Work instruction ▸ Apart from the pictures, write out all the records exactly.

Start of Data for processing

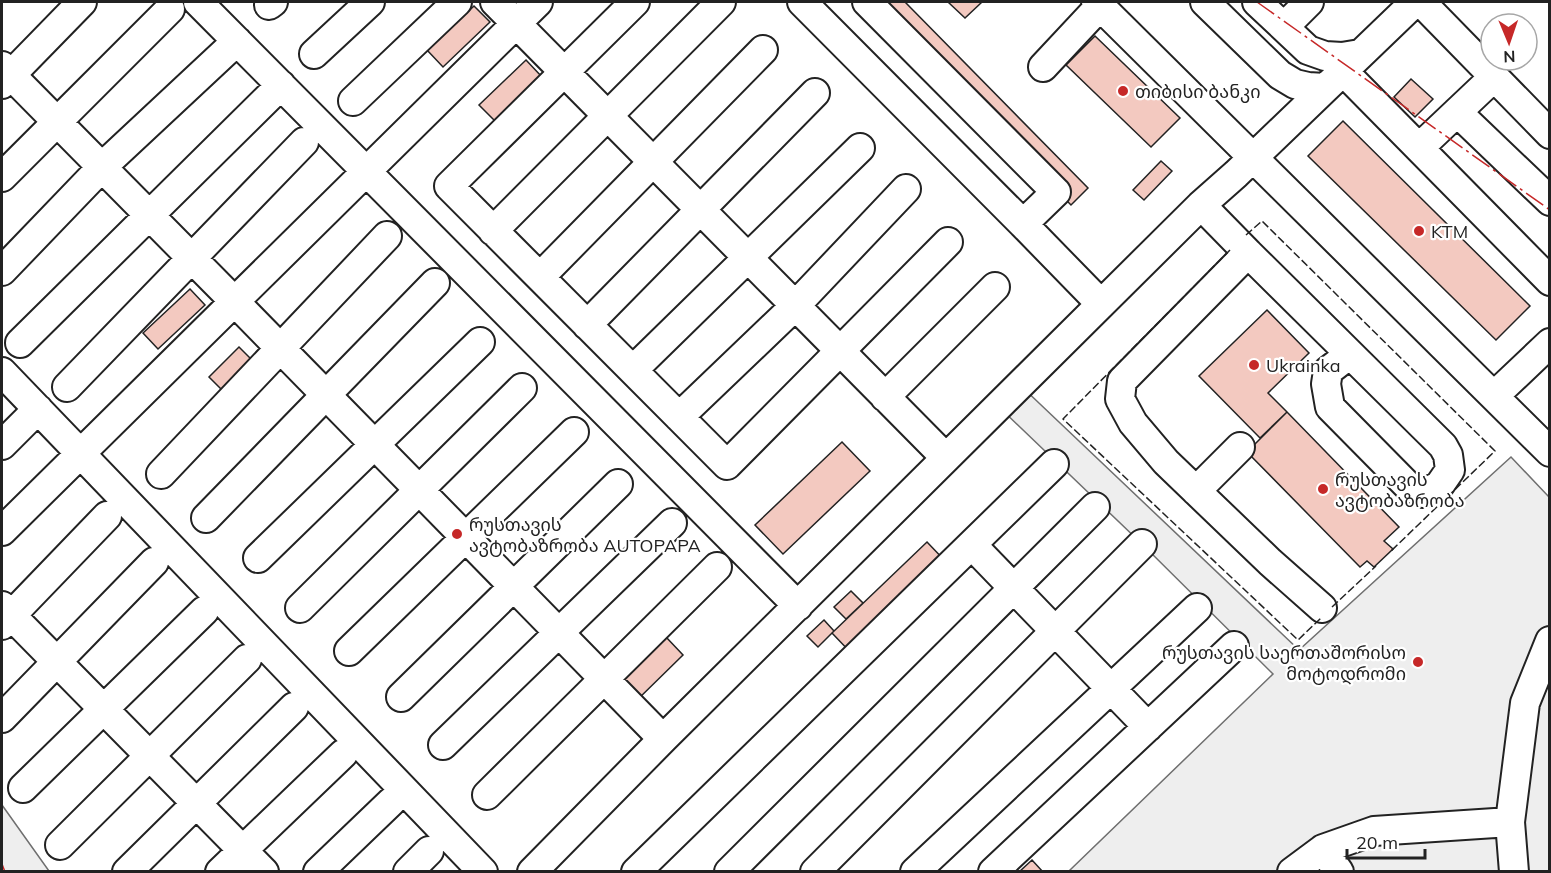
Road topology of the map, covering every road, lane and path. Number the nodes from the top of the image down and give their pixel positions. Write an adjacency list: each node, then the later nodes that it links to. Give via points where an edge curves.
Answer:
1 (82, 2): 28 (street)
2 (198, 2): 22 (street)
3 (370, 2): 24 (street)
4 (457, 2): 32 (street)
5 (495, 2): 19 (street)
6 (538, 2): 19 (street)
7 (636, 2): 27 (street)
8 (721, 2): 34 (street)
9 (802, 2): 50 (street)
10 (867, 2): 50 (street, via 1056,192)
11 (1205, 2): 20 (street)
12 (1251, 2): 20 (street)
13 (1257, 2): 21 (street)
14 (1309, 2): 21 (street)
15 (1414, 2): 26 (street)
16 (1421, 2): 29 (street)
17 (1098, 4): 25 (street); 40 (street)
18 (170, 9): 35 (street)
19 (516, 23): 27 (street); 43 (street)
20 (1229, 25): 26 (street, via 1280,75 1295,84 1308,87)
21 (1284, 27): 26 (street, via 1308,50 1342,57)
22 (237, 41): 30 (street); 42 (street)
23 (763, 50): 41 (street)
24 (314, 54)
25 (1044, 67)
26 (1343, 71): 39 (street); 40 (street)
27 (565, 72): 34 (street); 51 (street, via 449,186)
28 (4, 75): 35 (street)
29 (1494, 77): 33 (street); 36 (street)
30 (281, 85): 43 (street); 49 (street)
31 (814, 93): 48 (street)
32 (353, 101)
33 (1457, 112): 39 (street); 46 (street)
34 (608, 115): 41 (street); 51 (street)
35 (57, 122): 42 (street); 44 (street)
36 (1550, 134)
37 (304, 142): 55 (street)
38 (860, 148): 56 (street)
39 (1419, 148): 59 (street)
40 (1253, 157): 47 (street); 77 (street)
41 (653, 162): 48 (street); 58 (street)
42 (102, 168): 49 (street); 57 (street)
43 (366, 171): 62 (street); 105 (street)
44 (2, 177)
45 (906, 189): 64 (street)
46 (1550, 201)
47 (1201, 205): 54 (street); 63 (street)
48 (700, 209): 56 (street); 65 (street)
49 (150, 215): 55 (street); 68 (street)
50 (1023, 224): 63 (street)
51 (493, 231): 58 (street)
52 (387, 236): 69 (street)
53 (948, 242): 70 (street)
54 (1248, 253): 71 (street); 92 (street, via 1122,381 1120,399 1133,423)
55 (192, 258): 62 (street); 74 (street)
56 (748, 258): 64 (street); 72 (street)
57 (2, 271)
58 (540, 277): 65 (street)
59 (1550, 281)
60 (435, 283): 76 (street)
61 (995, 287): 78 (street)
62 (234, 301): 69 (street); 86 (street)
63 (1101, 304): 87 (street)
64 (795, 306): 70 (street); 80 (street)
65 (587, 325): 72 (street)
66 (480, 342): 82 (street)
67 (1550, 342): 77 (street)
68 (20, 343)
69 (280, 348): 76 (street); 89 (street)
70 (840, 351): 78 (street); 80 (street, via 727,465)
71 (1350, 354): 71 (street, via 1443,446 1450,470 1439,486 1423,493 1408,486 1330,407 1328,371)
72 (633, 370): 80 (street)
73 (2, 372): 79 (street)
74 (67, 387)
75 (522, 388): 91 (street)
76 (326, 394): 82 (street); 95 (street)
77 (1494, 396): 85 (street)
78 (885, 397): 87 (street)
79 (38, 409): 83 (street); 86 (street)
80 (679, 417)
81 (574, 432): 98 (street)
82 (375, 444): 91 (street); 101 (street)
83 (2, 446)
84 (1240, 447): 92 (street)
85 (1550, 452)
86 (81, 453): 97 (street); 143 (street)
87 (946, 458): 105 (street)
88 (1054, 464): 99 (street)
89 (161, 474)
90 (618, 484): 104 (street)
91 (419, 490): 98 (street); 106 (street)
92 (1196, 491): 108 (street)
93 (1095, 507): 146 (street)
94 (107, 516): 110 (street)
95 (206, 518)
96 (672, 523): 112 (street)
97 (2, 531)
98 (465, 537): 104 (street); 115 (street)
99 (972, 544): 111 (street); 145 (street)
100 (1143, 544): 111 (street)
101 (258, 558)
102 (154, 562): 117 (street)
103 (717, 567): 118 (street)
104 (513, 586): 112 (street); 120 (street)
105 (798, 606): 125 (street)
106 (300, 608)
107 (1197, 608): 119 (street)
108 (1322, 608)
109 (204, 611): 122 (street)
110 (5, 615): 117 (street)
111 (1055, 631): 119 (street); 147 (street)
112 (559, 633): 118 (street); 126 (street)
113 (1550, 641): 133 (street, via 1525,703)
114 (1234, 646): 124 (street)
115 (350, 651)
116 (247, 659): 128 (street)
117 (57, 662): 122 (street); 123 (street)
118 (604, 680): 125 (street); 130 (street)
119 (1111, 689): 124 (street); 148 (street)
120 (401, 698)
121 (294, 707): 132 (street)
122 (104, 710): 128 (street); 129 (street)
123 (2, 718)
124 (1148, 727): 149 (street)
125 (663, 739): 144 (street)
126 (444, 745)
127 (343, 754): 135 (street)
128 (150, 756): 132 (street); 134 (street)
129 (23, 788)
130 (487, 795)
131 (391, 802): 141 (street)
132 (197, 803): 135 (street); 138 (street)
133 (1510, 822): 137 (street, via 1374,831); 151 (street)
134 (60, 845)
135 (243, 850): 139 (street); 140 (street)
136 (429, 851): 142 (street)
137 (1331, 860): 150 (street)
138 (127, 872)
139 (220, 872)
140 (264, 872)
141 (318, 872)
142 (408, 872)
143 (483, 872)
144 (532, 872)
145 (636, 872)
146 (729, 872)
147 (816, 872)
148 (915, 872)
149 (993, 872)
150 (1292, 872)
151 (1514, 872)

End of Data for processing

Response to this exercise ▸
Road topology of the map, covering every road, lane and path. Number the nodes from the top of the image down and give their pixel positions. Write an adjacency list: each node, then the later nodes that it links to. Give via points where an edge curves.
Answer:
1 (82, 2): 28 (street)
2 (198, 2): 22 (street)
3 (370, 2): 24 (street)
4 (457, 2): 32 (street)
5 (495, 2): 19 (street)
6 (538, 2): 19 (street)
7 (636, 2): 27 (street)
8 (721, 2): 34 (street)
9 (802, 2): 50 (street)
10 (867, 2): 50 (street, via 1056,192)
11 (1205, 2): 20 (street)
12 (1251, 2): 20 (street)
13 (1257, 2): 21 (street)
14 (1309, 2): 21 (street)
15 (1414, 2): 26 (street)
16 (1421, 2): 29 (street)
17 (1098, 4): 25 (street); 40 (street)
18 (170, 9): 35 (street)
19 (516, 23): 27 (street); 43 (street)
20 (1229, 25): 26 (street, via 1280,75 1295,84 1308,87)
21 (1284, 27): 26 (street, via 1308,50 1342,57)
22 (237, 41): 30 (street); 42 (street)
23 (763, 50): 41 (street)
24 (314, 54)
25 (1044, 67)
26 (1343, 71): 39 (street); 40 (street)
27 (565, 72): 34 (street); 51 (street, via 449,186)
28 (4, 75): 35 (street)
29 (1494, 77): 33 (street); 36 (street)
30 (281, 85): 43 (street); 49 (street)
31 (814, 93): 48 (street)
32 (353, 101)
33 (1457, 112): 39 (street); 46 (street)
34 (608, 115): 41 (street); 51 (street)
35 (57, 122): 42 (street); 44 (street)
36 (1550, 134)
37 (304, 142): 55 (street)
38 (860, 148): 56 (street)
39 (1419, 148): 59 (street)
40 (1253, 157): 47 (street); 77 (street)
41 (653, 162): 48 (street); 58 (street)
42 (102, 168): 49 (street); 57 (street)
43 (366, 171): 62 (street); 105 (street)
44 (2, 177)
45 (906, 189): 64 (street)
46 (1550, 201)
47 (1201, 205): 54 (street); 63 (street)
48 (700, 209): 56 (street); 65 (street)
49 (150, 215): 55 (street); 68 (street)
50 (1023, 224): 63 (street)
51 (493, 231): 58 (street)
52 (387, 236): 69 (street)
53 (948, 242): 70 (street)
54 (1248, 253): 71 (street); 92 (street, via 1122,381 1120,399 1133,423)
55 (192, 258): 62 (street); 74 (street)
56 (748, 258): 64 (street); 72 (street)
57 (2, 271)
58 (540, 277): 65 (street)
59 (1550, 281)
60 (435, 283): 76 (street)
61 (995, 287): 78 (street)
62 (234, 301): 69 (street); 86 (street)
63 (1101, 304): 87 (street)
64 (795, 306): 70 (street); 80 (street)
65 (587, 325): 72 (street)
66 (480, 342): 82 (street)
67 (1550, 342): 77 (street)
68 (20, 343)
69 (280, 348): 76 (street); 89 (street)
70 (840, 351): 78 (street); 80 (street, via 727,465)
71 (1350, 354): 71 (street, via 1443,446 1450,470 1439,486 1423,493 1408,486 1330,407 1328,371)
72 (633, 370): 80 (street)
73 (2, 372): 79 (street)
74 (67, 387)
75 (522, 388): 91 (street)
76 (326, 394): 82 (street); 95 (street)
77 (1494, 396): 85 (street)
78 (885, 397): 87 (street)
79 (38, 409): 83 (street); 86 (street)
80 (679, 417)
81 (574, 432): 98 (street)
82 (375, 444): 91 (street); 101 (street)
83 (2, 446)
84 (1240, 447): 92 (street)
85 (1550, 452)
86 (81, 453): 97 (street); 143 (street)
87 (946, 458): 105 (street)
88 (1054, 464): 99 (street)
89 (161, 474)
90 (618, 484): 104 (street)
91 (419, 490): 98 (street); 106 (street)
92 (1196, 491): 108 (street)
93 (1095, 507): 146 (street)
94 (107, 516): 110 (street)
95 (206, 518)
96 (672, 523): 112 (street)
97 (2, 531)
98 (465, 537): 104 (street); 115 (street)
99 (972, 544): 111 (street); 145 (street)
100 (1143, 544): 111 (street)
101 (258, 558)
102 (154, 562): 117 (street)
103 (717, 567): 118 (street)
104 (513, 586): 112 (street); 120 (street)
105 (798, 606): 125 (street)
106 (300, 608)
107 (1197, 608): 119 (street)
108 (1322, 608)
109 (204, 611): 122 (street)
110 (5, 615): 117 (street)
111 (1055, 631): 119 (street); 147 (street)
112 (559, 633): 118 (street); 126 (street)
113 (1550, 641): 133 (street, via 1525,703)
114 (1234, 646): 124 (street)
115 (350, 651)
116 (247, 659): 128 (street)
117 (57, 662): 122 (street); 123 (street)
118 (604, 680): 125 (street); 130 (street)
119 (1111, 689): 124 (street); 148 (street)
120 (401, 698)
121 (294, 707): 132 (street)
122 (104, 710): 128 (street); 129 (street)
123 (2, 718)
124 (1148, 727): 149 (street)
125 (663, 739): 144 (street)
126 (444, 745)
127 (343, 754): 135 (street)
128 (150, 756): 132 (street); 134 (street)
129 (23, 788)
130 (487, 795)
131 (391, 802): 141 (street)
132 (197, 803): 135 (street); 138 (street)
133 (1510, 822): 137 (street, via 1374,831); 151 (street)
134 (60, 845)
135 (243, 850): 139 (street); 140 (street)
136 (429, 851): 142 (street)
137 (1331, 860): 150 (street)
138 (127, 872)
139 (220, 872)
140 (264, 872)
141 (318, 872)
142 (408, 872)
143 (483, 872)
144 (532, 872)
145 (636, 872)
146 (729, 872)
147 (816, 872)
148 (915, 872)
149 (993, 872)
150 (1292, 872)
151 (1514, 872)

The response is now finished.